PACOM has been recently performing multiple HIRAIN exercises with increasing scale, involving HIMARS being loaded on C-130Js and C-17s for a rapid deployment, fire mission and re-deployment. While it seems like a great capability and exercise of cross-domain warfare, I wonder what is the actual utility of this doctrine.

Seeing the latest exercise during RF-A, F-15s, F-16s and EA-18G were deployed to provide DCA and SEAD cover for the C-17/HIMARs to infiltrate into a austere landing site for fire mission. Seeing the amount of resources put into firing a maximum of 12 GMLRS rockets or 2 ATACMs, wouldn't it be much easier and cost effective to use the same air package to directly perform the strike mission.

Using the same number of platforms, you can utilise the F-15 to provide DCA, F-16s to sling SDB (in lieu of GMLRS) or JASSM (in lieu of ATACMs) with the Growler providing AEA. Just 2 F-16s can launch either 16 SDBs or 4 JASSM, more than what 2 HIMARs can ever fire.


Air Force and Army Integrate During RED FLAG-Alaska

EIELSON AIR FORCE BASE, Alaska -- Modern warfare is in a state of continual evolution, from how the battle is fought to the tools and equipment with which those battles are won. This is why being able to train with the most cutting edge military technology is so vital to the readiness of the force, as they learn to grapple with the nuances of 21st century combat. However, RED FLAG-Alaska provides an ideal platform for integration of joint and multinational forces to train with the latest advances so we can maintain a competitive edge, no matter how future battles are waged.

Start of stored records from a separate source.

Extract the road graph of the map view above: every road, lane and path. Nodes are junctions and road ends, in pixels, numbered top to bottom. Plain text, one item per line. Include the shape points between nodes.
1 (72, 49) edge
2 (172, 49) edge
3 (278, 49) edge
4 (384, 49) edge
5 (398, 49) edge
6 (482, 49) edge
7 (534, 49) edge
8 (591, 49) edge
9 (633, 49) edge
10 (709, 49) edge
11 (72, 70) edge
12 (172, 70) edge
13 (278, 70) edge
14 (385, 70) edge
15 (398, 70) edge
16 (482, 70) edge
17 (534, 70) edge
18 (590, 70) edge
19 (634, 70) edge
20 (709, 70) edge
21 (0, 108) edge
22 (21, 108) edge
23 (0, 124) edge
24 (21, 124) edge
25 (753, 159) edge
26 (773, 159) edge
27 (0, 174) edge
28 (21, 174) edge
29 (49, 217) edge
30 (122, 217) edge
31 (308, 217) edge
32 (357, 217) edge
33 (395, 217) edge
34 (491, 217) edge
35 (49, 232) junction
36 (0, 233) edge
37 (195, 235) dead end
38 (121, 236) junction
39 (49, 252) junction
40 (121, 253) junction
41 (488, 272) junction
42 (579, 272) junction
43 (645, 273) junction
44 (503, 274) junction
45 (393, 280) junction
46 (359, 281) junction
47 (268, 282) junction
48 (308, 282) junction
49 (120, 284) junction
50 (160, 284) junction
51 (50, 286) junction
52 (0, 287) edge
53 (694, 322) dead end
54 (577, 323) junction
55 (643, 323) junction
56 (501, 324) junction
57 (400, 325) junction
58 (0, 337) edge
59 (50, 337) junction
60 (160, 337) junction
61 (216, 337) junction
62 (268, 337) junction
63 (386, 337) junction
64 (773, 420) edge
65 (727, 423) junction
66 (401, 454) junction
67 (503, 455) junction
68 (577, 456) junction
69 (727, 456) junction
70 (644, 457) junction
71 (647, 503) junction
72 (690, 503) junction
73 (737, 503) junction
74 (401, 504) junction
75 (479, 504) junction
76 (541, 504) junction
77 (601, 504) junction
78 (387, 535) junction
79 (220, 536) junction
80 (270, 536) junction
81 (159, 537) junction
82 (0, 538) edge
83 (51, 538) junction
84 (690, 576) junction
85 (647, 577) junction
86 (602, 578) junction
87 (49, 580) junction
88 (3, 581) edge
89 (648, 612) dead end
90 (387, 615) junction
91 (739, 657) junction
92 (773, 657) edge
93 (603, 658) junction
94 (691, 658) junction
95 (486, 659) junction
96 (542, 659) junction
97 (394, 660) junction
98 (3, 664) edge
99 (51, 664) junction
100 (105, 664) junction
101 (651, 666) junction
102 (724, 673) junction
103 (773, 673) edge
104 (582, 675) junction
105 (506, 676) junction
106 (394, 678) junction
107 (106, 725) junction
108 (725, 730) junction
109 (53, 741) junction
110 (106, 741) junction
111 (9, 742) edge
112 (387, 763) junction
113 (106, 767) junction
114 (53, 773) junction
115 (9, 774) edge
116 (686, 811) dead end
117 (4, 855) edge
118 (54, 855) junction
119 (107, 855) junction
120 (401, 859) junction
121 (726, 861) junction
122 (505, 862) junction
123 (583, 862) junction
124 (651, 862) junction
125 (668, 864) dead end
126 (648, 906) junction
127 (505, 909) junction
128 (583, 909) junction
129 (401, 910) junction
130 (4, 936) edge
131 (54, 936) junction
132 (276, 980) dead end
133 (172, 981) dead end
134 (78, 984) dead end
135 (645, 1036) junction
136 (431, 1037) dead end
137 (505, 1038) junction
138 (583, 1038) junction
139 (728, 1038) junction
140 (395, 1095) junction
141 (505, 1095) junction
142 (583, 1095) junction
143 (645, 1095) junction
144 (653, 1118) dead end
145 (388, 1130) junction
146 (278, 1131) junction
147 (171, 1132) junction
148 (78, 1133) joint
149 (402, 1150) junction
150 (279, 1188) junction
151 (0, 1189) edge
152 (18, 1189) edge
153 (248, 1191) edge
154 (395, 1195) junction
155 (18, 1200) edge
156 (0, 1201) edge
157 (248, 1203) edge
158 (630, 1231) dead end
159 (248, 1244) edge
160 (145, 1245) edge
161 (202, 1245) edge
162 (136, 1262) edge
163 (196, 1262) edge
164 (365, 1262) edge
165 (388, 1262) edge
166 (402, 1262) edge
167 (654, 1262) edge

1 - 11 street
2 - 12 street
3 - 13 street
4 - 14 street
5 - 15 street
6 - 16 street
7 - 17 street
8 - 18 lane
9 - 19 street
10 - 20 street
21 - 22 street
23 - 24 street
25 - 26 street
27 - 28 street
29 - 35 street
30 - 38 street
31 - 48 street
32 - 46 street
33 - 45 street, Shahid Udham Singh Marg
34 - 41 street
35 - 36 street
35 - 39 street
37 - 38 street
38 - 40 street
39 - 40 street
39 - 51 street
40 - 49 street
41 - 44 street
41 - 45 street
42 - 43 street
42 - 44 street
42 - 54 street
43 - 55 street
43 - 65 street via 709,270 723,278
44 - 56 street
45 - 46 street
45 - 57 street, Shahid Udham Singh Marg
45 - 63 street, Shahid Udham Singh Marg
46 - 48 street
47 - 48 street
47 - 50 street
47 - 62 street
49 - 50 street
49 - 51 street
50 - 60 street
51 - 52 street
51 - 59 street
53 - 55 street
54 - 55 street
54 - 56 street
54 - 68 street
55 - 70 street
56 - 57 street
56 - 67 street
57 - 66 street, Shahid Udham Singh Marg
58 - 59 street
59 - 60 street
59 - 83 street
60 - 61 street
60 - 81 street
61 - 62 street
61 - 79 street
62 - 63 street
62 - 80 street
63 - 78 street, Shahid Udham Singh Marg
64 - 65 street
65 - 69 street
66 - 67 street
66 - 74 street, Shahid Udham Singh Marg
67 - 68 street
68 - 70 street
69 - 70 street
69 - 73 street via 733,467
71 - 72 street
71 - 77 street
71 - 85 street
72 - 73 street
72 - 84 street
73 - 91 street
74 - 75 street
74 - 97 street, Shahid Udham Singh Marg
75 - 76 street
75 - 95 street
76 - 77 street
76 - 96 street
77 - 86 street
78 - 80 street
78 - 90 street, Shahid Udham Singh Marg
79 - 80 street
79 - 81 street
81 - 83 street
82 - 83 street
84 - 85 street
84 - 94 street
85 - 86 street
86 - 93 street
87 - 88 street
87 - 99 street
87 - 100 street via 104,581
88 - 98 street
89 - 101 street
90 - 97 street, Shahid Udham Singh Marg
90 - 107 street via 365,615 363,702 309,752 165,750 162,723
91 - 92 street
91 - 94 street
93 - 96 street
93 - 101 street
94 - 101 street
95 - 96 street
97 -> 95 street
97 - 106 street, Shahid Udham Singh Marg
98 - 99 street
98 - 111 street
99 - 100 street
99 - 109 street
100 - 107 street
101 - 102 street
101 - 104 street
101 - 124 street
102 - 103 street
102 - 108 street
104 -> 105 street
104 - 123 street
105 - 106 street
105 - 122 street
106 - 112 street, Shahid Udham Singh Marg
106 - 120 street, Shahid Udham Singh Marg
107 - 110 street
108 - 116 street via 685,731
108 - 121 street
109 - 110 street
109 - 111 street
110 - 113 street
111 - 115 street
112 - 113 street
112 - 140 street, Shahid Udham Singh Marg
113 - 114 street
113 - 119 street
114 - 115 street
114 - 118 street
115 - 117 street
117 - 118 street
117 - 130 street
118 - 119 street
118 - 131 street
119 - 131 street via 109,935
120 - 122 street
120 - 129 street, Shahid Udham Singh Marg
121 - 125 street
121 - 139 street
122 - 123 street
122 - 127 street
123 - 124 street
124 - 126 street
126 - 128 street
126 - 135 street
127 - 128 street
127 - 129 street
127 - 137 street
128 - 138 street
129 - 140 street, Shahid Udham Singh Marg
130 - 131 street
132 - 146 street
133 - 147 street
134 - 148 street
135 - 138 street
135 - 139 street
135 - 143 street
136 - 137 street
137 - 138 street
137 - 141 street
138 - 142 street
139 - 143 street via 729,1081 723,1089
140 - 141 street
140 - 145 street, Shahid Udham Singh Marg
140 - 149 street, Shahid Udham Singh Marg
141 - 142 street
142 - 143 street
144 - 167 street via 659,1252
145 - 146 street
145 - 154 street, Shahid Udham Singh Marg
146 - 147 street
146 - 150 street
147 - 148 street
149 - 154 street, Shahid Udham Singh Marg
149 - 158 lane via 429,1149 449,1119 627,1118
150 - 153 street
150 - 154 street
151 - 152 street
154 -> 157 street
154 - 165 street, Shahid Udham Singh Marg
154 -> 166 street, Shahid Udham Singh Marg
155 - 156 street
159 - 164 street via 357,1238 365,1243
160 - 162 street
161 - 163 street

And for the first-time ever in RED FLAG-Alaska history, a joint capability was on display when the 18th Field Artillery Brigade completed a High Mobility Artillery Rocket System rapid infiltration (HIRAIN) mission in 49 minutes.

A HIMARS is a ground asset used by the Army and Marine Corps and is comprised of a truck and a multiple launch rocket system. This setup gives it the unique ability and flexibility to launch its payload at ground targets, and then quickly move to a different location, thus keeping the enemy guessing about its whereabouts.

“Over the last 30 to 40 years we as fighter pilots believed the fight we were preparing for would be air-focused,” said Lt. Col. Ronald Crabtree, the 353rd chief of weapons for RED FLAG-Alaska. “Now there’s a prevailing belief that in order for us to win today and tomorrow’s fight that we have to work across domains.”

The M142 HIMARS is an impressive system on its own, but when partnered with the Air Force’s C-17 Globemaster III as a part of RED FLAG-Alaska, the two become a precision strategic strike package with nearly limitless range.

“With the utilization of this rocket launch site, the impact area and the aircraft flying above become factors,” said Crabtree. “The coordination becomes a big deal because we’re talking about fighters, the Army and their airlift working with Donnelly training area range control.”

During the HIRAIN, two HIMARS were flown by a C-17 to Fort Greely, where they were unloaded and driven to a firing location, one of them expending their payload. After this, they were driven back onto the C-17, all while F-15s, F-16s, and E/A-18s were still fighting in the same airspace.

“In the past, from what I’m told, when the Army shoots these rockets they just clear the air entirely,” said Crabtree. “So the idea that we’re doing it during a large-force exercise with upwards of 20 to 30 aircraft in the air is a big deal. It demonstrated we are able to do it tactically and safely.”

“This was very successful from the integration piece,” said Capt. Brian Groth, the 353rd Combat Training Squadron chief of scheduling for RED FLAG-Alaska. “The escort package was able to clear an avenue for the C-17 to ingress, land, off load the HIMARS and then they provided protection overhead the whole mission. The entire time the HIMARS was on the ground firing, they were being protected by air assets overhead, even with aggressive red air the whole time.”

No one knows how wars will be fought in the future, but through joint cooperation and integration of innovative tactics, techniques and procedures, the U.S. military will remain a dominant force in the world.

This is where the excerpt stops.